Nishimura apologized for the distrust the scandal has caused and said he would cooperate with authorities while Matsuno said he would not comment publicly on the issue. Both senior cabinet ministers are influential figures within the LDP. The party’s internal apparatus also saw a wave of resignations from Abe faction members, leading to an unusual situation where the party’s largest faction has no representation in leadership positions. 

Hayashi Yoshimasa, who until the September reshuffle was Kishida’s foreign minister, was tapped to take over the role of chief Cabinet secretary. Saito Ken is the new economy minister, Sakamoto Tetsushi the new agriculture minister, and Matsumoto Takeaki the new internal affairs minister. All have previously held Cabinet positions, and Kishida said they were chosen for being “work-ready individuals with strong negotiation skills, execution capabilities and the ability to offer effective answers” to questions about government policy. Ironically, however, that means that several ministers Kishida sidelined three months ago in a bid to shore up his approval ratings are now back in his Cabinet. 

Kishida told reporters on Thursday that Japan is at a “critical juncture.” The same could be said for his government, specifically.

For the last few months the Kishida administration has been plagued by the lowest level of public support since he came to power two years ago. The latest phone poll conducted by Japan’s public broadcaster NHK found that Kishida’s popularity has fallen 6 points since November, and now stands at 23 percent. At his peak Kishida enjoyed a 58 percent support rate.
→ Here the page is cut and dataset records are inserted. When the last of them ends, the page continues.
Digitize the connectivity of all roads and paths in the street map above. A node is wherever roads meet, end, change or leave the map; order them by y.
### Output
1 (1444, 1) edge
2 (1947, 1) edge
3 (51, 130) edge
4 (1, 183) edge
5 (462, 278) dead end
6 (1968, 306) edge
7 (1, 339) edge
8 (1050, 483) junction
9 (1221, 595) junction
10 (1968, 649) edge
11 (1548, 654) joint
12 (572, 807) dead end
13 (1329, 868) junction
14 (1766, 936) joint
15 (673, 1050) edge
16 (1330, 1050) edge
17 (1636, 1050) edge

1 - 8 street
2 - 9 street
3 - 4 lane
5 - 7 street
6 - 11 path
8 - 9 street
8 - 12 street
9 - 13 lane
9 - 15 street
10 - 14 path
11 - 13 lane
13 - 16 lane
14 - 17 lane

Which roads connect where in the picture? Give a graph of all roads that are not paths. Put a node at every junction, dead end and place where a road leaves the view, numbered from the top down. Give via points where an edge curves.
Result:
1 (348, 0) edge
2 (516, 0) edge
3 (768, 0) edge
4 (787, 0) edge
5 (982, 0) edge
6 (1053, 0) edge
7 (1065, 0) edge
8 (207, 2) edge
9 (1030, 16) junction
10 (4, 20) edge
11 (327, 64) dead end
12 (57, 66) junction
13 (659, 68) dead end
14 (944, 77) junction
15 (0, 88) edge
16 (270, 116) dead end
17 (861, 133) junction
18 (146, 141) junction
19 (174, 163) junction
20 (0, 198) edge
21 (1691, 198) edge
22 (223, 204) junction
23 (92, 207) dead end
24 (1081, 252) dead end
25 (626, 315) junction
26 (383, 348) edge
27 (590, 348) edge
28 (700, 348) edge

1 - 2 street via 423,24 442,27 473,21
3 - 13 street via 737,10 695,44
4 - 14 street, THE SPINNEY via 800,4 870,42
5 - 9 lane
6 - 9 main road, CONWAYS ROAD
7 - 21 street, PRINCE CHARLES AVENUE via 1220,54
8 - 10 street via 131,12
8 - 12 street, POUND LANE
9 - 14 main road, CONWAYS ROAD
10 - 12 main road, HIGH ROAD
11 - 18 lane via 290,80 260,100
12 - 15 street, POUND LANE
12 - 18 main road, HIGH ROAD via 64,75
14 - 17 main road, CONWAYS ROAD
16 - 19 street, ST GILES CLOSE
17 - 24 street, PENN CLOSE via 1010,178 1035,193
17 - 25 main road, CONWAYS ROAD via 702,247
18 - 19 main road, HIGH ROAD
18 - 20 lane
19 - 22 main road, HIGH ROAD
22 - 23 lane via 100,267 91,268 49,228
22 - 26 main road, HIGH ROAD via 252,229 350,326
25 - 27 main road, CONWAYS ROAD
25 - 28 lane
Since then, he has been unable to quell voter dissatisfaction over the government’s response to rising prices, lagging wage hikes, slow economic recovery, and controversial LDP links with the Unification Church. The group is accused of financially ruining members, and Kishida is struggling to shake off public skepticism that he has ties to the church. 

Lawmakers are expected to raise a certain amount of money for their faction as a membership requirement. They are expected to make money by selling entry tickets to companies, organizations, and various stakeholders to events held by factions. Fundraiser tickets cost roughly $150 each. The head of LDP political factions set individual ticket quotas based on the length of a lawmaker’s political tenure. If a lawmaker exceeds their quota, they are able to earn extra income referred to as “kickbacks.” By law, this excess money must be reported, but it was concealed by several dozen lawmakers.

The scandal is another setback for Kishida’s political agenda ahead of the Cabinet decision on the fiscal year 2024 budget. In a televised press conference on Wednesday Kishida expressed “extreme regret” and promised to “lead the fight in restoring the LDP in order to restore the public’s trust in politics.” Kishida has been under pressure to get to the bottom of the scandal. He said he would confirm the facts and answer all questions by the public. “​​We will listen to the critical voices of the people demanding political reform, and will intensively pursue direct discussions with party members,” he said.

Kishida is in political trouble and is facing one of the most challenging scandals in his leadership to date. While he does not need to call an election until October 2025, falling approval ratings could prompt LDP lawmakers to call for his resignation. If Kishida cannot stabilize support for the LDP and bounce back from the scandal, it will embolden potential challengers ahead of the LDP’s internal presidential election in 2024.